Could non-invasive diagnostic techniques potentially supplant the gold standard endomyocardial biopsy for diagnosing cardiac cellular rejection? While several echocardiographic parameters have been explored, their effectiveness in replacing endomyocardial biopsy remains a subject of debate. Our study suggests that left ventricular relaxation index does not add diagnostic value in distinguishing patients with acute allograft rejection. Nevertheless, it’s plausible that employing a standardised approach utilising multiple echocardiographic parameters, with each patient serving as their control, could offer a solution. Prospective studies focusing on standardising various non-invasive parameters alongside endomyocardial biopsy could be an avenue for future research.
Limitations
A smaller study population in the treatment groups and operator dependence of the left ventricular relaxation index calculation limits the reliability of this test. As most of the paediatric studies are smaller single institutional studies, larger prospective studies with standardised methods should be corroborated in future studies.
Conclusion
Left ventricular relaxation index, a novel index of left ventricular relaxation, was not a sensitive or specific predictor of cardiac cellular rejection in paediatric heart transplants.
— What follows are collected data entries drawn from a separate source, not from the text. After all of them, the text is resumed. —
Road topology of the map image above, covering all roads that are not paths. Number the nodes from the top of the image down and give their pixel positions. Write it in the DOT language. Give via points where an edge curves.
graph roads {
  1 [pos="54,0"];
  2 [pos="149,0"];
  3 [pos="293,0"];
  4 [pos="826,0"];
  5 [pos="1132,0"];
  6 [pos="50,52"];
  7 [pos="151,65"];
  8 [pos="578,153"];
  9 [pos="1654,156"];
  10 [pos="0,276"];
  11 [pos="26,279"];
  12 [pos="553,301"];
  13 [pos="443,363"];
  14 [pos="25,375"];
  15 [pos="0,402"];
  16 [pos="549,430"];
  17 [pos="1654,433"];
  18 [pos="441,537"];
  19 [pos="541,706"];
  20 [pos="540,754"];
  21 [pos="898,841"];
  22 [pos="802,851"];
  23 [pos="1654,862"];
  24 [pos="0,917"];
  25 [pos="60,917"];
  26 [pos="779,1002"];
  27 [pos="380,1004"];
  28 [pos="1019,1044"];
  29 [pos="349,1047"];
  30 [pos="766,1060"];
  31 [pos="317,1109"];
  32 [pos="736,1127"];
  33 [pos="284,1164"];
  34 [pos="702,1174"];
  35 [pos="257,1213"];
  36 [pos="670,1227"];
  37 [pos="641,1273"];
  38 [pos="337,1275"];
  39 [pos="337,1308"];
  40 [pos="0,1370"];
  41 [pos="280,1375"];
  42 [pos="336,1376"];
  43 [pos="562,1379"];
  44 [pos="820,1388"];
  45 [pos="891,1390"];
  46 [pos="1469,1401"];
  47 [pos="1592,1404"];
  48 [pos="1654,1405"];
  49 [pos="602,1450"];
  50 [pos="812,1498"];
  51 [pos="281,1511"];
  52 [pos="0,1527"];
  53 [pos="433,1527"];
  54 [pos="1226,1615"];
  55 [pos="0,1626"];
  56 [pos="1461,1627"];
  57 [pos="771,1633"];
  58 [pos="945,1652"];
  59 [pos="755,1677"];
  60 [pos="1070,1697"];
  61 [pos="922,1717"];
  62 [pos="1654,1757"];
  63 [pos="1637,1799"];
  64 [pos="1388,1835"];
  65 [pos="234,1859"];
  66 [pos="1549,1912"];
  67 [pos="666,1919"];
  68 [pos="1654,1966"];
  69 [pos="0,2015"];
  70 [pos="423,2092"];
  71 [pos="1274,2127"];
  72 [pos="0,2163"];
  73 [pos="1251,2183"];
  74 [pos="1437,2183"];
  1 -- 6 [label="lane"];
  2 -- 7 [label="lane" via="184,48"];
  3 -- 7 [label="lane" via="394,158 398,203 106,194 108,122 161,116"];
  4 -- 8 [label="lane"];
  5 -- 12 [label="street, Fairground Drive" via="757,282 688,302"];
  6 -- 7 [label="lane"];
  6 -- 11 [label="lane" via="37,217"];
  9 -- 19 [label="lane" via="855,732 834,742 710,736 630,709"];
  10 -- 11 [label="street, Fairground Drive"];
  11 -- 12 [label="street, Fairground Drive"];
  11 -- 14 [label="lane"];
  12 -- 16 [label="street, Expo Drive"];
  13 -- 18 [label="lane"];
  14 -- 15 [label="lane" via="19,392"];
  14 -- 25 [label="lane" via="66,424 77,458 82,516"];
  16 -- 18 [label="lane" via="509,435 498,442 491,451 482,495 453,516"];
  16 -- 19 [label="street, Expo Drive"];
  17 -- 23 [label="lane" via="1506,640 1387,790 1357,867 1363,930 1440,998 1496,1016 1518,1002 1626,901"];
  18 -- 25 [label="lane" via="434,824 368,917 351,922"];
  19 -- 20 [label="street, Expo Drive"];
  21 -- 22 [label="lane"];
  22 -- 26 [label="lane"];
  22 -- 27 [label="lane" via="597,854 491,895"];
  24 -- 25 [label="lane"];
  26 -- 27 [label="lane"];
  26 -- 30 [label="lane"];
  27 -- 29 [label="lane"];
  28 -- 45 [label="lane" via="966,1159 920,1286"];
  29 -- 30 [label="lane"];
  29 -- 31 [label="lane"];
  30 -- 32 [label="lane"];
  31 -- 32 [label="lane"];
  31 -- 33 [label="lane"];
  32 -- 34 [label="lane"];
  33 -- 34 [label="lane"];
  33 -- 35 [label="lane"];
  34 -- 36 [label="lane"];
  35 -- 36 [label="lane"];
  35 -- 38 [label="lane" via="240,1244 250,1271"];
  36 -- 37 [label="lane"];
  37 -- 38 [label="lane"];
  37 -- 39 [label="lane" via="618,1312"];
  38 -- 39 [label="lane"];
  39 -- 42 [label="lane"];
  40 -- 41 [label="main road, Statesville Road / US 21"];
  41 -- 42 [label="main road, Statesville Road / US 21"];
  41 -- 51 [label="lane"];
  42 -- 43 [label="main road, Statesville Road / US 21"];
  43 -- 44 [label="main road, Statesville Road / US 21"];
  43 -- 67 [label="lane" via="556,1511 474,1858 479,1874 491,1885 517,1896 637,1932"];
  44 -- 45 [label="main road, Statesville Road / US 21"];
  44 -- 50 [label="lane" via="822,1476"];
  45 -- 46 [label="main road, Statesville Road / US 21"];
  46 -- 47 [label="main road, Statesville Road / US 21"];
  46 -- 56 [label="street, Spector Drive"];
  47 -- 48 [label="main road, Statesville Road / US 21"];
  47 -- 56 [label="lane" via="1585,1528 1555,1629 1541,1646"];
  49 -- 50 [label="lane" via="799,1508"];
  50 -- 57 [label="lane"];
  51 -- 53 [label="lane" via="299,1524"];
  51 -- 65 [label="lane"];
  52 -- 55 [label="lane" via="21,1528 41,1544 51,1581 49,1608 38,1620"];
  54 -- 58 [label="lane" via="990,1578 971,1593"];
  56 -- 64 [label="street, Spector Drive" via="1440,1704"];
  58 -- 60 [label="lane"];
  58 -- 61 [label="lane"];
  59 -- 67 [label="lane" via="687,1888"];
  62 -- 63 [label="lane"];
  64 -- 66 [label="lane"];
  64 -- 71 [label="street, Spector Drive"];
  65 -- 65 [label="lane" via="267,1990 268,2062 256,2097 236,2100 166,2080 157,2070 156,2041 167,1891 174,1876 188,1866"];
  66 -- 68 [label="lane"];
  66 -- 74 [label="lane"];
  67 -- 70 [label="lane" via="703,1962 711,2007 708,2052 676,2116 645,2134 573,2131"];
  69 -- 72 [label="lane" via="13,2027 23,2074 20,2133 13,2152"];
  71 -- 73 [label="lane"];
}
Serial measurements of multiple non-invasive echocardiographic parameters with patients acting as their baseline can be used as an aid in diagnosing cardiac cellular rejection but endomyocardial biopsy remains the gold standard for diagnosing cardiac cellular rejection.
Competing interests
The authors have no conflict of interest to disclose in particular to this study. This research did not require any funding.